Researchers warn AI boom could generate up to 5 million tons of e-waste by 2030

Researchers estimate that if immediate measures are not implemented, AI could generate between 1.2 and 5 million metric tons of e-waste by the end of this decade.

 E-Waste. Image by takomabibelot, marked with CC0 1.0. (photo credit: FLICKR)
E-Waste. Image by takomabibelot, marked with CC0 1.0.
(photo credit: FLICKR)

A new peer-reviewed study published in the journal Nature Computational Science warns that the rapid growth of generative artificial intelligence (AI) could generate up to 5 million tons of electronic waste (e-waste) annually by 2030. The international collaboration was led by Peng Wang from the Chinese Academy of Sciences and included contributions from scientists in Israel.

Researchers estimate that if immediate measures are not implemented, AI could generate between 1.2 and 5 million metric tons of e-waste by the end of this decade. This potential increase is equivalent to discarding between 2.1 and 13 billion units of the iPhone 15 Pro or more than 11,000 loaded Boeing 747 airplanes. The study emphasizes that this surge in e-waste could worsen the global toxic trash crisis, including 1.5 million tons of printed circuit boards and 0.5 million tons of hazardous batteries.

The rise in electronic waste is attributed to the rapid expansion of AI applications and data centers, which demand frequent upgrades of high-performance computing hardware. Generative AI models, such as large language models used in applications like ChatGPT, are highly resource-intensive, requiring powerful servers, processors, and storage solutions to operate effectively. This dependence on rapid improvements in hardware infrastructure and chip technology results in short life cycles for advanced processors and storage equipment, leading to a surge of discarded electronics.

Leading tech companies are spending heavily to build and upgrade data centers to power generative AI projects and to stock them with powerful computer chips. As the AI boom continues, the older chips and equipment could amount to extra electronic waste equivalent to throwing out 13 billion iPhones annually by 2030, according to a study from academics in China and Israel.
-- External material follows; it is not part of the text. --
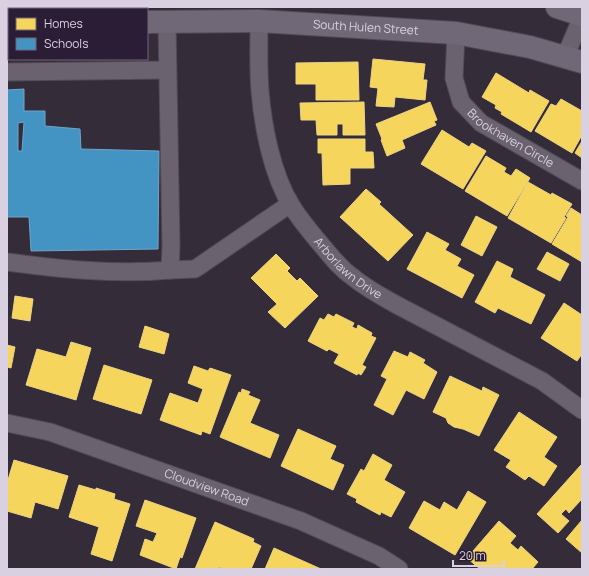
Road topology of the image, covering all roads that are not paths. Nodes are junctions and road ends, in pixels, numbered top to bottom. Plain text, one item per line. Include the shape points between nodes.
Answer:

Most of the e-waste would be clustered in regions like North America, Europe, and East Asia, where most data centers are concentrated. E-waste includes discarded electronic devices such as computers, smartphones, chargers, wires, and larger server systems, defined as any product with a battery or plug. It is the planet's fastest-growing waste stream and is rapidly outstripping the capacity of recycling facilities.

The vast majority of electronic waste is not recycled, with much of it ending up in landfills or exported to lower-income countries. In these countries, people manually break apart old devices to access copper and other metals, exposing workers to harmful substances such as mercury and lead. This improper disposal leads to the release of hazardous materials, harming ecosystems and human health.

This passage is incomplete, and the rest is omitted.